Lo scrive lo stesso Carlo Sala in una lettera dai toni brutali lasciata allo zio a mo’ di spiegazione dopo il furto: «Lo zio Giuseppe Antonio Sala mi deve… in tutto lire 2665. I quali ora prendo da questa Cassa, perché essendo miei, ne voglio far quello che ne voglio io, né sono tanto Coglione da menar una vita tanto minchiona, e tanto contraria alla natura umana per soddisfare a’ vostri capricci».

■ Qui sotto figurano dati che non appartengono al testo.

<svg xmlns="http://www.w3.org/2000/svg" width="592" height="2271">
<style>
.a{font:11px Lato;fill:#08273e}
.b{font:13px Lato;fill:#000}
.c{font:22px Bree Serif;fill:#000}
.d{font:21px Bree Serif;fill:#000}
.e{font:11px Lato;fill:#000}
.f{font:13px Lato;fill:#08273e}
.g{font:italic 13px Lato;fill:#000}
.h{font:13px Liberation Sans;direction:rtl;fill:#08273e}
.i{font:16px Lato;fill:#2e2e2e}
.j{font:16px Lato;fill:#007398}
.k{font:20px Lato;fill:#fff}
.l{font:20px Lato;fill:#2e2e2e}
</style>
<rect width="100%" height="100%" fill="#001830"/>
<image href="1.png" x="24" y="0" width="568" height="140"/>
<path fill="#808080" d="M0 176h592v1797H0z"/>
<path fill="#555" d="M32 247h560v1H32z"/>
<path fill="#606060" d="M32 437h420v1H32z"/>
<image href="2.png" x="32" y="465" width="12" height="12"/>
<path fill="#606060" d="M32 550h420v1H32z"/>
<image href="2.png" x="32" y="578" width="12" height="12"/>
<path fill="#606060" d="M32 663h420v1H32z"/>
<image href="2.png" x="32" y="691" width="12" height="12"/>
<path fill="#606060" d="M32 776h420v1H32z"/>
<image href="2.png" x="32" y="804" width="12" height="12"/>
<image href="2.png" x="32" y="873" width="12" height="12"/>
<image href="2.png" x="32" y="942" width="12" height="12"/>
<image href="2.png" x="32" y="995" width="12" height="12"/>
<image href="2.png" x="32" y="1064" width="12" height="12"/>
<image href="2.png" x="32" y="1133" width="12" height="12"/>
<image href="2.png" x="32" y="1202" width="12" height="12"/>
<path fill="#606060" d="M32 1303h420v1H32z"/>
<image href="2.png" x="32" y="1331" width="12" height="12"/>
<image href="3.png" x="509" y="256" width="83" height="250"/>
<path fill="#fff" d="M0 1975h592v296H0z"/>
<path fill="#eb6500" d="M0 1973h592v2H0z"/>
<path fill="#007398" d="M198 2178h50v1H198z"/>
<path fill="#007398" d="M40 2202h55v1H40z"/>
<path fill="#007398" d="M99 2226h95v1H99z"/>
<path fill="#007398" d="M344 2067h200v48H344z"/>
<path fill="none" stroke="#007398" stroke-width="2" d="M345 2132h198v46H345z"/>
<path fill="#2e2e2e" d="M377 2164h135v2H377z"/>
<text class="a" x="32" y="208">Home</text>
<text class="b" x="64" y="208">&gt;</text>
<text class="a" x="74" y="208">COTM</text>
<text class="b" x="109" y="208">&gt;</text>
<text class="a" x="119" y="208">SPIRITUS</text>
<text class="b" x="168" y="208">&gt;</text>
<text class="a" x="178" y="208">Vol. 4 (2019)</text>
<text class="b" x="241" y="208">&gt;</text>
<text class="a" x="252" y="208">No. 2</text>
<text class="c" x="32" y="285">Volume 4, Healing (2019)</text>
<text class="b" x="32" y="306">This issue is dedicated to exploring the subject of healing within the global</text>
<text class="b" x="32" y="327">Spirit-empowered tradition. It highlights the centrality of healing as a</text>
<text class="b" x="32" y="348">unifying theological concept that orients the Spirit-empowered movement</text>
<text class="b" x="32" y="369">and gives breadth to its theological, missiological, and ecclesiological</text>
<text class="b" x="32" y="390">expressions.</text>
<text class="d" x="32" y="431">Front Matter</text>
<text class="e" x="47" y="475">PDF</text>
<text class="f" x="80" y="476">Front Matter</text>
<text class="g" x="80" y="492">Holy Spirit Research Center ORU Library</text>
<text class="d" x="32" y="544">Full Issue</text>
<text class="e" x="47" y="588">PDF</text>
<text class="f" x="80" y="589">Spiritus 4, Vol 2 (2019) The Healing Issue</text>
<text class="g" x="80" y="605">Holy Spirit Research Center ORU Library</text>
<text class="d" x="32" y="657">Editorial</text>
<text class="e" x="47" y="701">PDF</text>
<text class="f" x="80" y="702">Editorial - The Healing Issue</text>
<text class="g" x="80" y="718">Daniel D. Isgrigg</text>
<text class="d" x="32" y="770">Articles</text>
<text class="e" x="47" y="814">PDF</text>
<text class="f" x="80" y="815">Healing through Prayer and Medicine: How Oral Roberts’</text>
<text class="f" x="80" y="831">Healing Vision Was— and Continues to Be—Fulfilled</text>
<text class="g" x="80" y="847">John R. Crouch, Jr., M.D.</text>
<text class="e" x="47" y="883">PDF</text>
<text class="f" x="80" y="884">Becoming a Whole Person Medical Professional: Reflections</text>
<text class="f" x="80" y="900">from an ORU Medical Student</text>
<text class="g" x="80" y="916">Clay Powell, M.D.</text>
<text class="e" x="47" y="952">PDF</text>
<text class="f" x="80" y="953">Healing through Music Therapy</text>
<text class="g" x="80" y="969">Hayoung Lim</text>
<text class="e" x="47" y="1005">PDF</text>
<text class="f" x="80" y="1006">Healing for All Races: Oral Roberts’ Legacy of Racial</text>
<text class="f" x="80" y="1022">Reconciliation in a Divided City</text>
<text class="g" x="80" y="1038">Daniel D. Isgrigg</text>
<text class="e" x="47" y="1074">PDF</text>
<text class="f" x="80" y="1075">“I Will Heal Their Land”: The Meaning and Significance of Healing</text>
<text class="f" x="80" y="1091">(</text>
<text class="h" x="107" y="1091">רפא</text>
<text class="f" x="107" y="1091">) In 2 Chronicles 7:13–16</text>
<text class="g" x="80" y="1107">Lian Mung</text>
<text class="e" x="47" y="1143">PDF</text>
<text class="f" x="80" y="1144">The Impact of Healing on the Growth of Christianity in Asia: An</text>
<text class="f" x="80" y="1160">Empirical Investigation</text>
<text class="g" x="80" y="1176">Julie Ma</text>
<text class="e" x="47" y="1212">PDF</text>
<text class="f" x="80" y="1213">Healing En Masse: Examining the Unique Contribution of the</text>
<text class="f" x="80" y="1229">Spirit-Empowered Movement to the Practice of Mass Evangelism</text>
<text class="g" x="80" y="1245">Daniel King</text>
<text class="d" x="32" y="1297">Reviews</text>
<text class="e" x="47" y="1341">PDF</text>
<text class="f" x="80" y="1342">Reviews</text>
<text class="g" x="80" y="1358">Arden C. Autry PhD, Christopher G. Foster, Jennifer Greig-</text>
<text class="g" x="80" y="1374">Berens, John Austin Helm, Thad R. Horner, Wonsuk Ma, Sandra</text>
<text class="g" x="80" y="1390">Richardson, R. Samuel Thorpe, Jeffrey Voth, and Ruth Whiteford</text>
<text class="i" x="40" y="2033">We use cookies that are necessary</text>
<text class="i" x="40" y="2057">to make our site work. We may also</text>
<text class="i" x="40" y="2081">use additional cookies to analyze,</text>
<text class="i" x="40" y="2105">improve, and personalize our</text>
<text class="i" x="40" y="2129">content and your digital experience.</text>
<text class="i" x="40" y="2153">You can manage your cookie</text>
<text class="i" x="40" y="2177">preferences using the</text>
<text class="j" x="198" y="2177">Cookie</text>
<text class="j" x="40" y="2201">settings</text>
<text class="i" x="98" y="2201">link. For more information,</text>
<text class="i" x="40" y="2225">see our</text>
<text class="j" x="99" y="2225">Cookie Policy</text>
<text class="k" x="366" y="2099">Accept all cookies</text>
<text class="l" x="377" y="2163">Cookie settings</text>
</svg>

PERCHÉ – spiega ancora il fu Carlo Sala – «né tutti son fatti per fare il Frate, né tutti per fare il Prete, e di tanti, che sono nelle Religioni, nemmeno la metà si è fatto volontariamente, ma tutti chi per un motivo, chi per un altro».

Insomma, “il dado è tratto”, e Carlo Sala comincia a dimostrare nei fatti un’indole indomita, con un solo timore, come spiegherà nel prosieguo della lettera: le conseguenze che avrebbero potuto provocare le sue azioni alla madre, alle sorelle e soprattutto all’altro fratello rimasto in convento.

ANZI, proprio pensando a loro, Carlo si raccomanda allo zio: «Io solo nel son colpevole, onde con me adiratevi e sfogate la vostra rabbia… Ricordatevi che non ho preso della vostra robba, ma della mia».